- _Task objective_:
Everything in the data should be repeated exactly, save for the images.
##### Data supplied
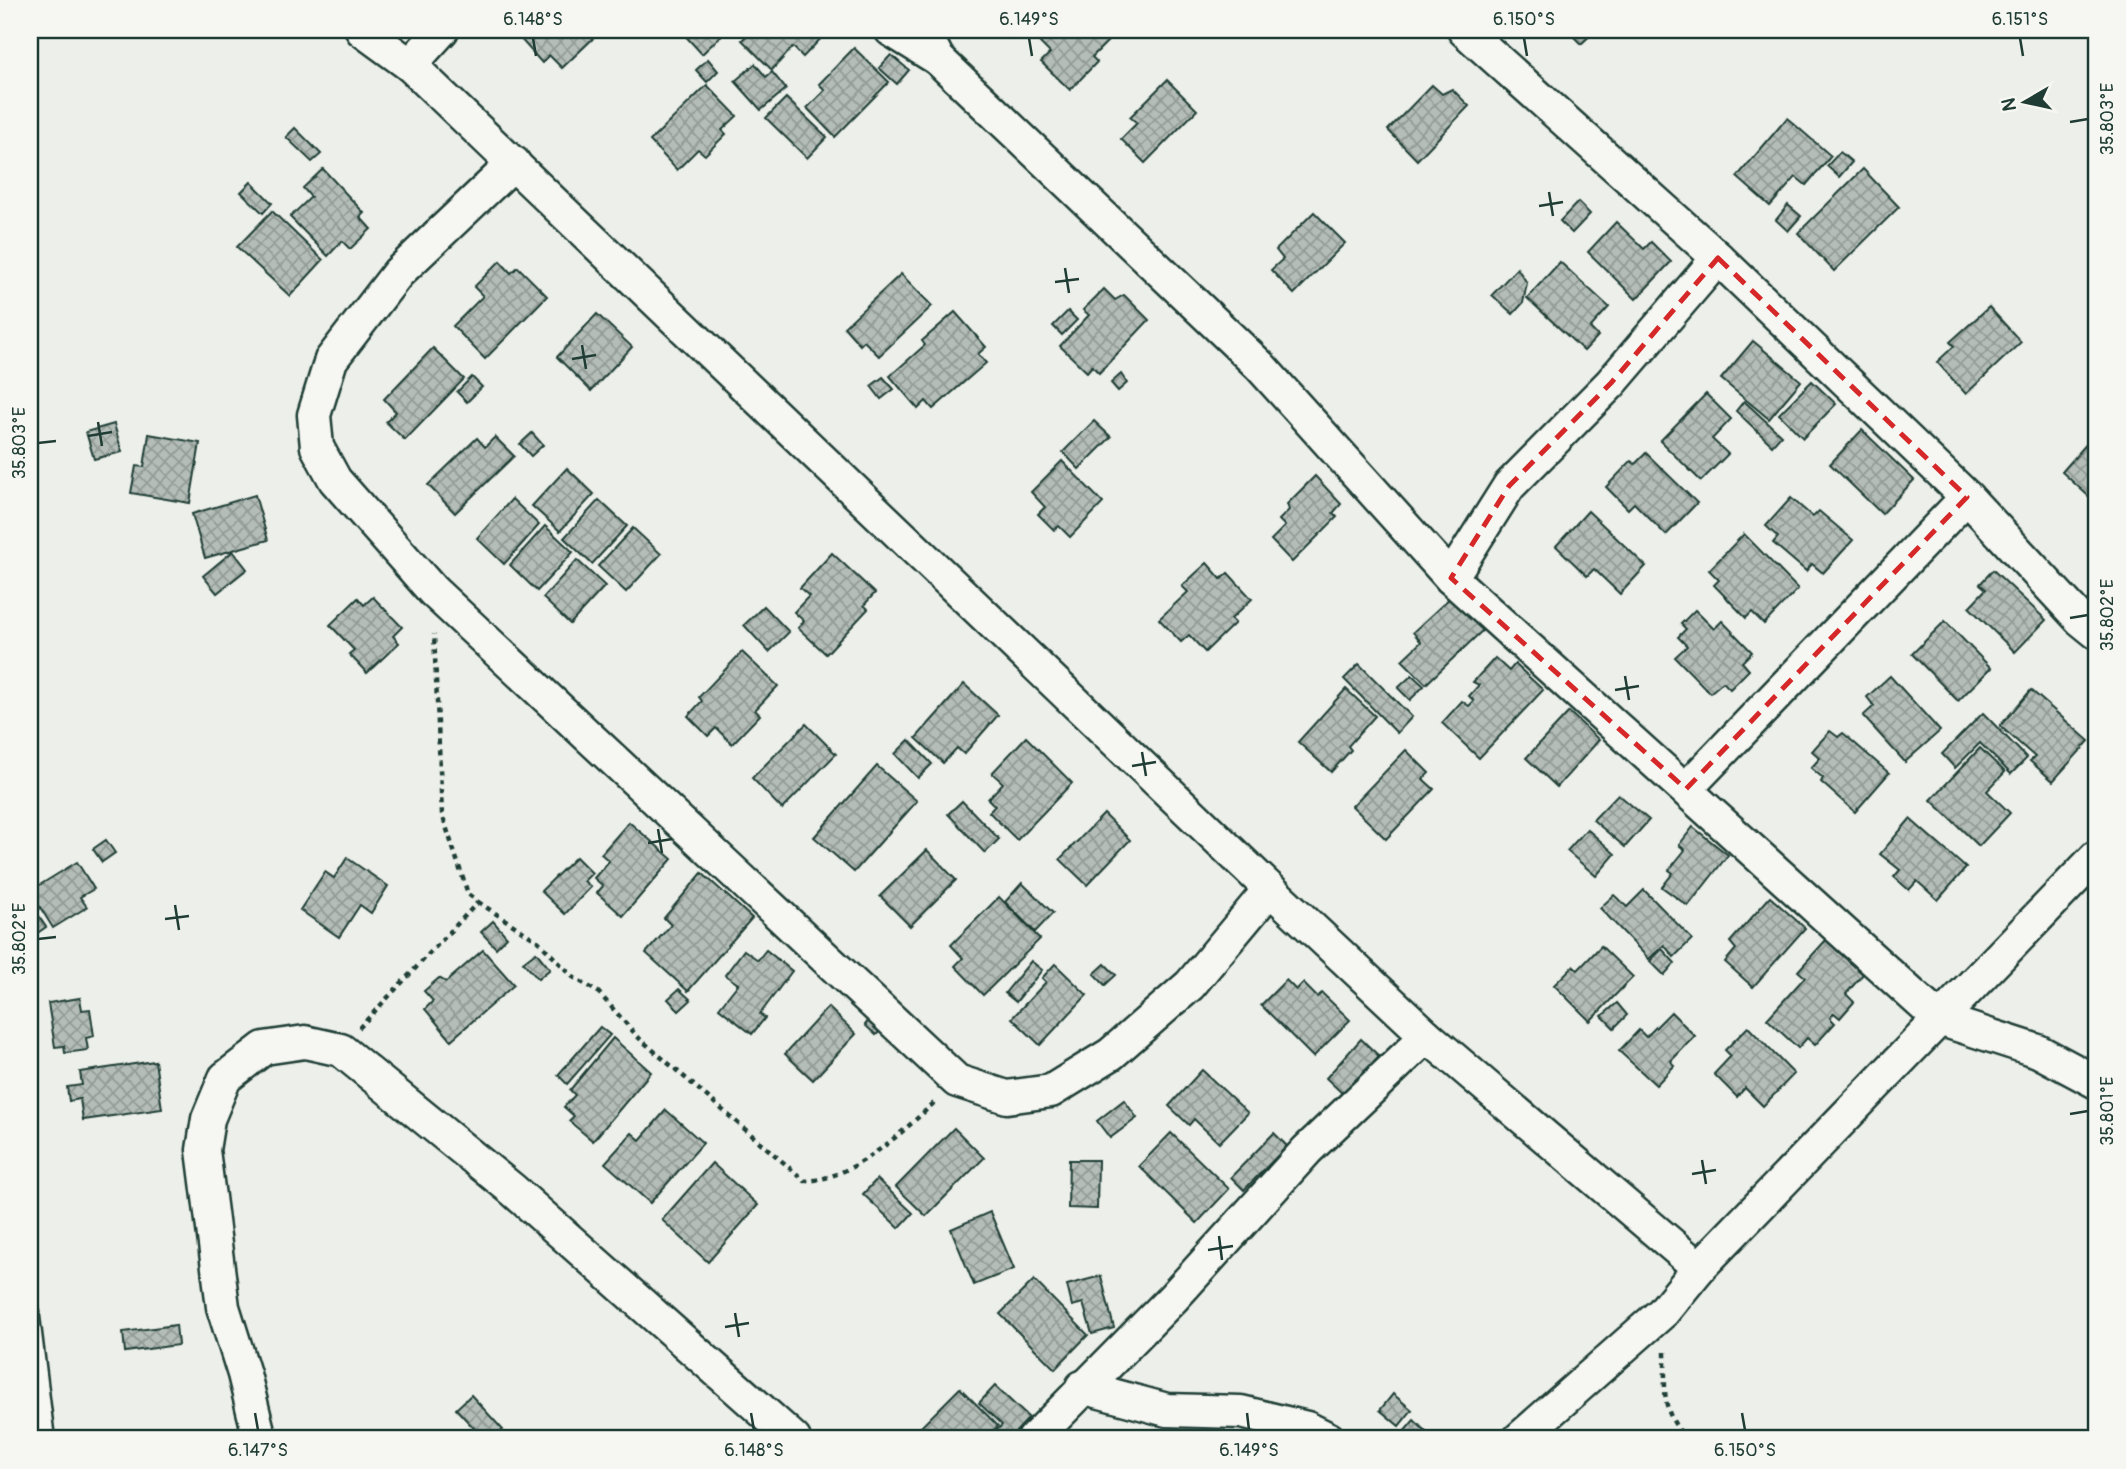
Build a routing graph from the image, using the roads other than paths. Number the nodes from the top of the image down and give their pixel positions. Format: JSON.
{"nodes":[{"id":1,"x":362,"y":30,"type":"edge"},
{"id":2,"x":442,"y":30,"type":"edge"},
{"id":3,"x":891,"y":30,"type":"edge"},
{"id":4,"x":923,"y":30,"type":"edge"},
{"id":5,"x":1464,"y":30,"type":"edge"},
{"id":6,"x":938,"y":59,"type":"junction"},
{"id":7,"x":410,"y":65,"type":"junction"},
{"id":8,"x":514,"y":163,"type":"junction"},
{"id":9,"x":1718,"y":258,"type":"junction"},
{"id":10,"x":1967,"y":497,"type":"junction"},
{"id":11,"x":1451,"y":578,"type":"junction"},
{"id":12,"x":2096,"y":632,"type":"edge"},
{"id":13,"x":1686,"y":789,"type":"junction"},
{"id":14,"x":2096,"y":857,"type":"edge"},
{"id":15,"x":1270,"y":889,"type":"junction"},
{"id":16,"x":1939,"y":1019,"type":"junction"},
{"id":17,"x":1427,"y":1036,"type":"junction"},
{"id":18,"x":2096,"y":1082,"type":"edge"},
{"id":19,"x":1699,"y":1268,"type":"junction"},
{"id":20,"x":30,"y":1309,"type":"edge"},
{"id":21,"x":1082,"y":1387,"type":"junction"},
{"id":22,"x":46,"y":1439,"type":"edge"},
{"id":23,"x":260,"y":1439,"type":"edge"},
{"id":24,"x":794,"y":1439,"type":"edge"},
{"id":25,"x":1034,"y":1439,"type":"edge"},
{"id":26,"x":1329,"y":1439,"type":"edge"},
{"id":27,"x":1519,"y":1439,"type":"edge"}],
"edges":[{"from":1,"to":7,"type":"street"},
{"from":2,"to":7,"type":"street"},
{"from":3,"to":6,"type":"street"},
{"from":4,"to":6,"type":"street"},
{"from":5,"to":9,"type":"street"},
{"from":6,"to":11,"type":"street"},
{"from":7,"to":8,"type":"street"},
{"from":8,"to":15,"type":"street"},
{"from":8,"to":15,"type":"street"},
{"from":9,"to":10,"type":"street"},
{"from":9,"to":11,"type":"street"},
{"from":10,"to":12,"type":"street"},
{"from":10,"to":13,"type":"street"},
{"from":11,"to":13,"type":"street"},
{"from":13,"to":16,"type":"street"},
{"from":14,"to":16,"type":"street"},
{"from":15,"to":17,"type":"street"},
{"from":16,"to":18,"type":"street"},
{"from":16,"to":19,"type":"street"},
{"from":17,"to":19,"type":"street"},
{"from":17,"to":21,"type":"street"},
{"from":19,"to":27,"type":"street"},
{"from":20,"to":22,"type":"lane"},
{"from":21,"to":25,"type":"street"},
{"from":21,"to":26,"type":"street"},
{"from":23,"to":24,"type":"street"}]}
##########
- _Exercise response_:
Build a routing graph from the image, using the roads other than paths. Number the nodes from the top of the image down and give their pixel positions. Format: JSON.
{"nodes":[{"id":1,"x":362,"y":30,"type":"edge"},
{"id":2,"x":442,"y":30,"type":"edge"},
{"id":3,"x":891,"y":30,"type":"edge"},
{"id":4,"x":923,"y":30,"type":"edge"},
{"id":5,"x":1464,"y":30,"type":"edge"},
{"id":6,"x":938,"y":59,"type":"junction"},
{"id":7,"x":410,"y":65,"type":"junction"},
{"id":8,"x":514,"y":163,"type":"junction"},
{"id":9,"x":1718,"y":258,"type":"junction"},
{"id":10,"x":1967,"y":497,"type":"junction"},
{"id":11,"x":1451,"y":578,"type":"junction"},
{"id":12,"x":2096,"y":632,"type":"edge"},
{"id":13,"x":1686,"y":789,"type":"junction"},
{"id":14,"x":2096,"y":857,"type":"edge"},
{"id":15,"x":1270,"y":889,"type":"junction"},
{"id":16,"x":1939,"y":1019,"type":"junction"},
{"id":17,"x":1427,"y":1036,"type":"junction"},
{"id":18,"x":2096,"y":1082,"type":"edge"},
{"id":19,"x":1699,"y":1268,"type":"junction"},
{"id":20,"x":30,"y":1309,"type":"edge"},
{"id":21,"x":1082,"y":1387,"type":"junction"},
{"id":22,"x":46,"y":1439,"type":"edge"},
{"id":23,"x":260,"y":1439,"type":"edge"},
{"id":24,"x":794,"y":1439,"type":"edge"},
{"id":25,"x":1034,"y":1439,"type":"edge"},
{"id":26,"x":1329,"y":1439,"type":"edge"},
{"id":27,"x":1519,"y":1439,"type":"edge"}],
"edges":[{"from":1,"to":7,"type":"street"},
{"from":2,"to":7,"type":"street"},
{"from":3,"to":6,"type":"street"},
{"from":4,"to":6,"type":"street"},
{"from":5,"to":9,"type":"street"},
{"from":6,"to":11,"type":"street"},
{"from":7,"to":8,"type":"street"},
{"from":8,"to":15,"type":"street"},
{"from":8,"to":15,"type":"street"},
{"from":9,"to":10,"type":"street"},
{"from":9,"to":11,"type":"street"},
{"from":10,"to":12,"type":"street"},
{"from":10,"to":13,"type":"street"},
{"from":11,"to":13,"type":"street"},
{"from":13,"to":16,"type":"street"},
{"from":14,"to":16,"type":"street"},
{"from":15,"to":17,"type":"street"},
{"from":16,"to":18,"type":"street"},
{"from":16,"to":19,"type":"street"},
{"from":17,"to":19,"type":"street"},
{"from":17,"to":21,"type":"street"},
{"from":19,"to":27,"type":"street"},
{"from":20,"to":22,"type":"lane"},
{"from":21,"to":25,"type":"street"},
{"from":21,"to":26,"type":"street"},
{"from":23,"to":24,"type":"street"}]}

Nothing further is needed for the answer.